*WHAT YOU NEED TO DO*:
Reproduce the data below in full. Nothing should differ from the original.

*DATA PROVIDED*:
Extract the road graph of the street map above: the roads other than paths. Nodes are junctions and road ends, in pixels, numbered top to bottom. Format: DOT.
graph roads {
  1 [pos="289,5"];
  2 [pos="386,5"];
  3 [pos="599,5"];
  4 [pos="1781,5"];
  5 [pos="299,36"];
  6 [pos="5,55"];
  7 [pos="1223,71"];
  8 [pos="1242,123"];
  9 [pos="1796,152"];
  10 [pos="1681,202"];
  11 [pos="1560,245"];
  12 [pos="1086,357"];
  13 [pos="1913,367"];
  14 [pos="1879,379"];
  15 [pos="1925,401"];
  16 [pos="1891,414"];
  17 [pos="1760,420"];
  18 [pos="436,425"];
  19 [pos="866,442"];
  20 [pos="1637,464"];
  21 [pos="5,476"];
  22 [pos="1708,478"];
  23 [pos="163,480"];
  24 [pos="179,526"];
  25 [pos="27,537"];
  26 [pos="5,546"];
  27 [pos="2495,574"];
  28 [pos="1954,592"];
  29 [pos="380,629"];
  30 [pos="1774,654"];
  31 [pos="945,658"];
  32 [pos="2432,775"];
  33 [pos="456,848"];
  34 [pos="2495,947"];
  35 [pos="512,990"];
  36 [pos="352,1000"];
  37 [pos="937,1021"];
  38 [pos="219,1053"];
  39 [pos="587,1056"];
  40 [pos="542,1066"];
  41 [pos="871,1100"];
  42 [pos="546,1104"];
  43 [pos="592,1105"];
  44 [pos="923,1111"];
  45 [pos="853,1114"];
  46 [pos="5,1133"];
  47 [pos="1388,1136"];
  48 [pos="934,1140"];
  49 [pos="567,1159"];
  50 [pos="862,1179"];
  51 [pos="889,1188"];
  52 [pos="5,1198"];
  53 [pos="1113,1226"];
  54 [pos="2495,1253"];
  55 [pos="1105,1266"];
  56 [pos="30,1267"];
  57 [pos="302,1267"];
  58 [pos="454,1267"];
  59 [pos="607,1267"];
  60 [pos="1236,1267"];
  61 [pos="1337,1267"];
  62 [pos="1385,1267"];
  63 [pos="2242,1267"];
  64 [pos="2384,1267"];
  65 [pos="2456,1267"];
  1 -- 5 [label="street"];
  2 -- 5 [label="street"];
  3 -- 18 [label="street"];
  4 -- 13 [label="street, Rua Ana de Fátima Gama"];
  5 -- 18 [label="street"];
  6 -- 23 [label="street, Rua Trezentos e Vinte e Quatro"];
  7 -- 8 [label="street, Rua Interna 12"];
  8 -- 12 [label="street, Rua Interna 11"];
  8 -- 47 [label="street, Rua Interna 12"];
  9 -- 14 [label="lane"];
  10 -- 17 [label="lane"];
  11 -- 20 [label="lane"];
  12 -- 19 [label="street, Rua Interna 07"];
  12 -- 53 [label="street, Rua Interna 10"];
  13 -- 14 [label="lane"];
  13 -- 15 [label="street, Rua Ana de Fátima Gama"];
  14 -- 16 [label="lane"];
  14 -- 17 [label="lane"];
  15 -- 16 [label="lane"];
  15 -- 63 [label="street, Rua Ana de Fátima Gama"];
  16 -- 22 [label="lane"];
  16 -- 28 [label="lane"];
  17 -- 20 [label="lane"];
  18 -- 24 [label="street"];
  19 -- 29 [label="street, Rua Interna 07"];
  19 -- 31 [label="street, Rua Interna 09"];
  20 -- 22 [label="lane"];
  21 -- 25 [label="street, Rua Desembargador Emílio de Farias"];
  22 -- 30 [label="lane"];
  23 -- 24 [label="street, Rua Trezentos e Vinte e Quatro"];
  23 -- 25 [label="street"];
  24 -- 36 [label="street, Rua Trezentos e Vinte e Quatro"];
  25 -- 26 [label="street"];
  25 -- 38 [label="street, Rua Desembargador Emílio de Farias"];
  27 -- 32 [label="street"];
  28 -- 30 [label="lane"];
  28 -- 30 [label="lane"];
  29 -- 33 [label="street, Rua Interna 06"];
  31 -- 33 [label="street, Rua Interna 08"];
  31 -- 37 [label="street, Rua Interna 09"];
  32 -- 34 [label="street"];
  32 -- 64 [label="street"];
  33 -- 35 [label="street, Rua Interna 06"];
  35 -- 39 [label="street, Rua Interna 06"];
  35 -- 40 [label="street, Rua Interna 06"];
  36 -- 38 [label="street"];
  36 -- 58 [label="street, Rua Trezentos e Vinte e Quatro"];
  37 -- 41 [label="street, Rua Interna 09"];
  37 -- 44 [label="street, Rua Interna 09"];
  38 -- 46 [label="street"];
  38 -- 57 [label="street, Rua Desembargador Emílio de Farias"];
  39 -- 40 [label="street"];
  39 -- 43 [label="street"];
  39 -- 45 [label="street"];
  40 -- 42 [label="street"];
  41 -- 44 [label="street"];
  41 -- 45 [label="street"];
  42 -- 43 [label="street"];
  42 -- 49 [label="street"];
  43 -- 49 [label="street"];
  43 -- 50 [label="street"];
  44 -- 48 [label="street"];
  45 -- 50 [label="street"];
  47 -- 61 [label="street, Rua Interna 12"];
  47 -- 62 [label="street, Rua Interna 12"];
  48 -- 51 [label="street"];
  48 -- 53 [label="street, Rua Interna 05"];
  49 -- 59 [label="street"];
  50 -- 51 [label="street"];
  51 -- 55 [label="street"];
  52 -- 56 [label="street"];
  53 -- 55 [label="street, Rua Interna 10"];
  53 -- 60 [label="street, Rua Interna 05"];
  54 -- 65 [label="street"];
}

*TASK SOLUTION*:
Extract the road graph of the street map above: the roads other than paths. Nodes are junctions and road ends, in pixels, numbered top to bottom. Format: DOT.
graph roads {
  1 [pos="289,5"];
  2 [pos="386,5"];
  3 [pos="599,5"];
  4 [pos="1781,5"];
  5 [pos="299,36"];
  6 [pos="5,55"];
  7 [pos="1223,71"];
  8 [pos="1242,123"];
  9 [pos="1796,152"];
  10 [pos="1681,202"];
  11 [pos="1560,245"];
  12 [pos="1086,357"];
  13 [pos="1913,367"];
  14 [pos="1879,379"];
  15 [pos="1925,401"];
  16 [pos="1891,414"];
  17 [pos="1760,420"];
  18 [pos="436,425"];
  19 [pos="866,442"];
  20 [pos="1637,464"];
  21 [pos="5,476"];
  22 [pos="1708,478"];
  23 [pos="163,480"];
  24 [pos="179,526"];
  25 [pos="27,537"];
  26 [pos="5,546"];
  27 [pos="2495,574"];
  28 [pos="1954,592"];
  29 [pos="380,629"];
  30 [pos="1774,654"];
  31 [pos="945,658"];
  32 [pos="2432,775"];
  33 [pos="456,848"];
  34 [pos="2495,947"];
  35 [pos="512,990"];
  36 [pos="352,1000"];
  37 [pos="937,1021"];
  38 [pos="219,1053"];
  39 [pos="587,1056"];
  40 [pos="542,1066"];
  41 [pos="871,1100"];
  42 [pos="546,1104"];
  43 [pos="592,1105"];
  44 [pos="923,1111"];
  45 [pos="853,1114"];
  46 [pos="5,1133"];
  47 [pos="1388,1136"];
  48 [pos="934,1140"];
  49 [pos="567,1159"];
  50 [pos="862,1179"];
  51 [pos="889,1188"];
  52 [pos="5,1198"];
  53 [pos="1113,1226"];
  54 [pos="2495,1253"];
  55 [pos="1105,1266"];
  56 [pos="30,1267"];
  57 [pos="302,1267"];
  58 [pos="454,1267"];
  59 [pos="607,1267"];
  60 [pos="1236,1267"];
  61 [pos="1337,1267"];
  62 [pos="1385,1267"];
  63 [pos="2242,1267"];
  64 [pos="2384,1267"];
  65 [pos="2456,1267"];
  1 -- 5 [label="street"];
  2 -- 5 [label="street"];
  3 -- 18 [label="street"];
  4 -- 13 [label="street, Rua Ana de Fátima Gama"];
  5 -- 18 [label="street"];
  6 -- 23 [label="street, Rua Trezentos e Vinte e Quatro"];
  7 -- 8 [label="street, Rua Interna 12"];
  8 -- 12 [label="street, Rua Interna 11"];
  8 -- 47 [label="street, Rua Interna 12"];
  9 -- 14 [label="lane"];
  10 -- 17 [label="lane"];
  11 -- 20 [label="lane"];
  12 -- 19 [label="street, Rua Interna 07"];
  12 -- 53 [label="street, Rua Interna 10"];
  13 -- 14 [label="lane"];
  13 -- 15 [label="street, Rua Ana de Fátima Gama"];
  14 -- 16 [label="lane"];
  14 -- 17 [label="lane"];
  15 -- 16 [label="lane"];
  15 -- 63 [label="street, Rua Ana de Fátima Gama"];
  16 -- 22 [label="lane"];
  16 -- 28 [label="lane"];
  17 -- 20 [label="lane"];
  18 -- 24 [label="street"];
  19 -- 29 [label="street, Rua Interna 07"];
  19 -- 31 [label="street, Rua Interna 09"];
  20 -- 22 [label="lane"];
  21 -- 25 [label="street, Rua Desembargador Emílio de Farias"];
  22 -- 30 [label="lane"];
  23 -- 24 [label="street, Rua Trezentos e Vinte e Quatro"];
  23 -- 25 [label="street"];
  24 -- 36 [label="street, Rua Trezentos e Vinte e Quatro"];
  25 -- 26 [label="street"];
  25 -- 38 [label="street, Rua Desembargador Emílio de Farias"];
  27 -- 32 [label="street"];
  28 -- 30 [label="lane"];
  28 -- 30 [label="lane"];
  29 -- 33 [label="street, Rua Interna 06"];
  31 -- 33 [label="street, Rua Interna 08"];
  31 -- 37 [label="street, Rua Interna 09"];
  32 -- 34 [label="street"];
  32 -- 64 [label="street"];
  33 -- 35 [label="street, Rua Interna 06"];
  35 -- 39 [label="street, Rua Interna 06"];
  35 -- 40 [label="street, Rua Interna 06"];
  36 -- 38 [label="street"];
  36 -- 58 [label="street, Rua Trezentos e Vinte e Quatro"];
  37 -- 41 [label="street, Rua Interna 09"];
  37 -- 44 [label="street, Rua Interna 09"];
  38 -- 46 [label="street"];
  38 -- 57 [label="street, Rua Desembargador Emílio de Farias"];
  39 -- 40 [label="street"];
  39 -- 43 [label="street"];
  39 -- 45 [label="street"];
  40 -- 42 [label="street"];
  41 -- 44 [label="street"];
  41 -- 45 [label="street"];
  42 -- 43 [label="street"];
  42 -- 49 [label="street"];
  43 -- 49 [label="street"];
  43 -- 50 [label="street"];
  44 -- 48 [label="street"];
  45 -- 50 [label="street"];
  47 -- 61 [label="street, Rua Interna 12"];
  47 -- 62 [label="street, Rua Interna 12"];
  48 -- 51 [label="street"];
  48 -- 53 [label="street, Rua Interna 05"];
  49 -- 59 [label="street"];
  50 -- 51 [label="street"];
  51 -- 55 [label="street"];
  52 -- 56 [label="street"];
  53 -- 55 [label="street, Rua Interna 10"];
  53 -- 60 [label="street, Rua Interna 05"];
  54 -- 65 [label="street"];
}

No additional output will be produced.